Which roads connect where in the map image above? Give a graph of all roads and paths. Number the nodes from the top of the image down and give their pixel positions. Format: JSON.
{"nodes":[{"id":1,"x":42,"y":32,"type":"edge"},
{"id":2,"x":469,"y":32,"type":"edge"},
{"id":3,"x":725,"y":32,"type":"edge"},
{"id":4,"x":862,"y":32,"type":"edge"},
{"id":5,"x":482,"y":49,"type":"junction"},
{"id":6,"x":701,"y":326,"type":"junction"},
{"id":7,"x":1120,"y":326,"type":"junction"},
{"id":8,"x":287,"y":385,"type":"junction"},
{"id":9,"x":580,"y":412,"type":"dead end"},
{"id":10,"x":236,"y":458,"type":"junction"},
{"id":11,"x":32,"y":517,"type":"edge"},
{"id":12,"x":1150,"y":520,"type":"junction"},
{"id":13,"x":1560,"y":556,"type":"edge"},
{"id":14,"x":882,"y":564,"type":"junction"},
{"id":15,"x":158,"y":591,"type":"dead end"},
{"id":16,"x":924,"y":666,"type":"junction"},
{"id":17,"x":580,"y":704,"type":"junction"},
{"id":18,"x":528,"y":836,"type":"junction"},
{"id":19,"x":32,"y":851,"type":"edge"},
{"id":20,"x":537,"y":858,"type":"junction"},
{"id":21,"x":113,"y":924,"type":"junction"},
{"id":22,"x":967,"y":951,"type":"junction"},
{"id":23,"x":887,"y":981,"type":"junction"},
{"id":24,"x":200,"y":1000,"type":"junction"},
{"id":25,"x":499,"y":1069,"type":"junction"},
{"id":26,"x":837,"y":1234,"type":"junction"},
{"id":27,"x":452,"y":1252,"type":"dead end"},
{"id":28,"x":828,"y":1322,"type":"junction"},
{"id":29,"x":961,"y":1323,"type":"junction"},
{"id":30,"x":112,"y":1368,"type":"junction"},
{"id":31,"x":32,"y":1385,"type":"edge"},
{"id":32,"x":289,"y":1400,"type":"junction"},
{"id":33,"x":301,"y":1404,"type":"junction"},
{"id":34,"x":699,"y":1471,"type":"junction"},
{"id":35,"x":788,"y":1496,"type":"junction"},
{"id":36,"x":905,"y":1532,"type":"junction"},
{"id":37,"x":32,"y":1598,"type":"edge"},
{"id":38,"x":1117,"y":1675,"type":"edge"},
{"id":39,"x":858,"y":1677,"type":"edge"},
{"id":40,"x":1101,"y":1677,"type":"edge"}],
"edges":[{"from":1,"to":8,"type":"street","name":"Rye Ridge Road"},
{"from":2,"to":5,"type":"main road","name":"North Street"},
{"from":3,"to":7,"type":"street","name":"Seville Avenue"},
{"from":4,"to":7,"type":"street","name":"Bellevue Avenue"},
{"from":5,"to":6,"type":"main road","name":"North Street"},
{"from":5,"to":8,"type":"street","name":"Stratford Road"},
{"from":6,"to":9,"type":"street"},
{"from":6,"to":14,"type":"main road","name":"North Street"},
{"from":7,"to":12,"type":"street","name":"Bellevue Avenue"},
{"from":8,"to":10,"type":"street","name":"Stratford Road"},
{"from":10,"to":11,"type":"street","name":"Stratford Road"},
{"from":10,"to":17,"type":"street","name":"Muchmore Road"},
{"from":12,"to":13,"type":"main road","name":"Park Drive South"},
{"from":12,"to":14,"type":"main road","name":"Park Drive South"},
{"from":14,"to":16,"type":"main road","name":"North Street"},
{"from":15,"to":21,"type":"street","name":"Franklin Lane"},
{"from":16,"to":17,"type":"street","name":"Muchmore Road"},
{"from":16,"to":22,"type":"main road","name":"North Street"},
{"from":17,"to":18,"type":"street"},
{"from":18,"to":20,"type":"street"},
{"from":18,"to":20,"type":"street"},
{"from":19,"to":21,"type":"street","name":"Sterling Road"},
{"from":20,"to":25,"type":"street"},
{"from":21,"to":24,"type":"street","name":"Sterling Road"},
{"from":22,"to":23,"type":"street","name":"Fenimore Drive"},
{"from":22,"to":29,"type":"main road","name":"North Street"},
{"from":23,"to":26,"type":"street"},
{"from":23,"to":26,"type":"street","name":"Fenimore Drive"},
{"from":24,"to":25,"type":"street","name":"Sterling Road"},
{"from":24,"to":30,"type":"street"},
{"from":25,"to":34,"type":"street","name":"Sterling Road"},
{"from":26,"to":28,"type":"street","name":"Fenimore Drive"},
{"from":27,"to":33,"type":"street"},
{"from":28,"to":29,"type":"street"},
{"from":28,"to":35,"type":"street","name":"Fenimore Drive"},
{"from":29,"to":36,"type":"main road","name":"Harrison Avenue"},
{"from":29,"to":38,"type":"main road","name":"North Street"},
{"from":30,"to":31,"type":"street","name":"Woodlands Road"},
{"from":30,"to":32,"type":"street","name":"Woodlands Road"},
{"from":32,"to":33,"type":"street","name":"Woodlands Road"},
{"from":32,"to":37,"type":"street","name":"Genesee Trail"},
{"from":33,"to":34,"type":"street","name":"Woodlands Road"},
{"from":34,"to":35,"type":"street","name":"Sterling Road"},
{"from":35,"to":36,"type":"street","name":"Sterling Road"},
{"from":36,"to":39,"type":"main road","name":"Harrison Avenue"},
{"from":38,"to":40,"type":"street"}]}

# # # # # # #

WHAT IS BEING ASKED: Each line of the listing is to be output verbatim.

TASK RESULT:
Which roads connect where in the map image above? Give a graph of all roads and paths. Number the nodes from the top of the image down and give their pixel positions. Format: JSON.
{"nodes":[{"id":1,"x":42,"y":32,"type":"edge"},
{"id":2,"x":469,"y":32,"type":"edge"},
{"id":3,"x":725,"y":32,"type":"edge"},
{"id":4,"x":862,"y":32,"type":"edge"},
{"id":5,"x":482,"y":49,"type":"junction"},
{"id":6,"x":701,"y":326,"type":"junction"},
{"id":7,"x":1120,"y":326,"type":"junction"},
{"id":8,"x":287,"y":385,"type":"junction"},
{"id":9,"x":580,"y":412,"type":"dead end"},
{"id":10,"x":236,"y":458,"type":"junction"},
{"id":11,"x":32,"y":517,"type":"edge"},
{"id":12,"x":1150,"y":520,"type":"junction"},
{"id":13,"x":1560,"y":556,"type":"edge"},
{"id":14,"x":882,"y":564,"type":"junction"},
{"id":15,"x":158,"y":591,"type":"dead end"},
{"id":16,"x":924,"y":666,"type":"junction"},
{"id":17,"x":580,"y":704,"type":"junction"},
{"id":18,"x":528,"y":836,"type":"junction"},
{"id":19,"x":32,"y":851,"type":"edge"},
{"id":20,"x":537,"y":858,"type":"junction"},
{"id":21,"x":113,"y":924,"type":"junction"},
{"id":22,"x":967,"y":951,"type":"junction"},
{"id":23,"x":887,"y":981,"type":"junction"},
{"id":24,"x":200,"y":1000,"type":"junction"},
{"id":25,"x":499,"y":1069,"type":"junction"},
{"id":26,"x":837,"y":1234,"type":"junction"},
{"id":27,"x":452,"y":1252,"type":"dead end"},
{"id":28,"x":828,"y":1322,"type":"junction"},
{"id":29,"x":961,"y":1323,"type":"junction"},
{"id":30,"x":112,"y":1368,"type":"junction"},
{"id":31,"x":32,"y":1385,"type":"edge"},
{"id":32,"x":289,"y":1400,"type":"junction"},
{"id":33,"x":301,"y":1404,"type":"junction"},
{"id":34,"x":699,"y":1471,"type":"junction"},
{"id":35,"x":788,"y":1496,"type":"junction"},
{"id":36,"x":905,"y":1532,"type":"junction"},
{"id":37,"x":32,"y":1598,"type":"edge"},
{"id":38,"x":1117,"y":1675,"type":"edge"},
{"id":39,"x":858,"y":1677,"type":"edge"},
{"id":40,"x":1101,"y":1677,"type":"edge"}],
"edges":[{"from":1,"to":8,"type":"street","name":"Rye Ridge Road"},
{"from":2,"to":5,"type":"main road","name":"North Street"},
{"from":3,"to":7,"type":"street","name":"Seville Avenue"},
{"from":4,"to":7,"type":"street","name":"Bellevue Avenue"},
{"from":5,"to":6,"type":"main road","name":"North Street"},
{"from":5,"to":8,"type":"street","name":"Stratford Road"},
{"from":6,"to":9,"type":"street"},
{"from":6,"to":14,"type":"main road","name":"North Street"},
{"from":7,"to":12,"type":"street","name":"Bellevue Avenue"},
{"from":8,"to":10,"type":"street","name":"Stratford Road"},
{"from":10,"to":11,"type":"street","name":"Stratford Road"},
{"from":10,"to":17,"type":"street","name":"Muchmore Road"},
{"from":12,"to":13,"type":"main road","name":"Park Drive South"},
{"from":12,"to":14,"type":"main road","name":"Park Drive South"},
{"from":14,"to":16,"type":"main road","name":"North Street"},
{"from":15,"to":21,"type":"street","name":"Franklin Lane"},
{"from":16,"to":17,"type":"street","name":"Muchmore Road"},
{"from":16,"to":22,"type":"main road","name":"North Street"},
{"from":17,"to":18,"type":"street"},
{"from":18,"to":20,"type":"street"},
{"from":18,"to":20,"type":"street"},
{"from":19,"to":21,"type":"street","name":"Sterling Road"},
{"from":20,"to":25,"type":"street"},
{"from":21,"to":24,"type":"street","name":"Sterling Road"},
{"from":22,"to":23,"type":"street","name":"Fenimore Drive"},
{"from":22,"to":29,"type":"main road","name":"North Street"},
{"from":23,"to":26,"type":"street"},
{"from":23,"to":26,"type":"street","name":"Fenimore Drive"},
{"from":24,"to":25,"type":"street","name":"Sterling Road"},
{"from":24,"to":30,"type":"street"},
{"from":25,"to":34,"type":"street","name":"Sterling Road"},
{"from":26,"to":28,"type":"street","name":"Fenimore Drive"},
{"from":27,"to":33,"type":"street"},
{"from":28,"to":29,"type":"street"},
{"from":28,"to":35,"type":"street","name":"Fenimore Drive"},
{"from":29,"to":36,"type":"main road","name":"Harrison Avenue"},
{"from":29,"to":38,"type":"main road","name":"North Street"},
{"from":30,"to":31,"type":"street","name":"Woodlands Road"},
{"from":30,"to":32,"type":"street","name":"Woodlands Road"},
{"from":32,"to":33,"type":"street","name":"Woodlands Road"},
{"from":32,"to":37,"type":"street","name":"Genesee Trail"},
{"from":33,"to":34,"type":"street","name":"Woodlands Road"},
{"from":34,"to":35,"type":"street","name":"Sterling Road"},
{"from":35,"to":36,"type":"street","name":"Sterling Road"},
{"from":36,"to":39,"type":"main road","name":"Harrison Avenue"},
{"from":38,"to":40,"type":"street"}]}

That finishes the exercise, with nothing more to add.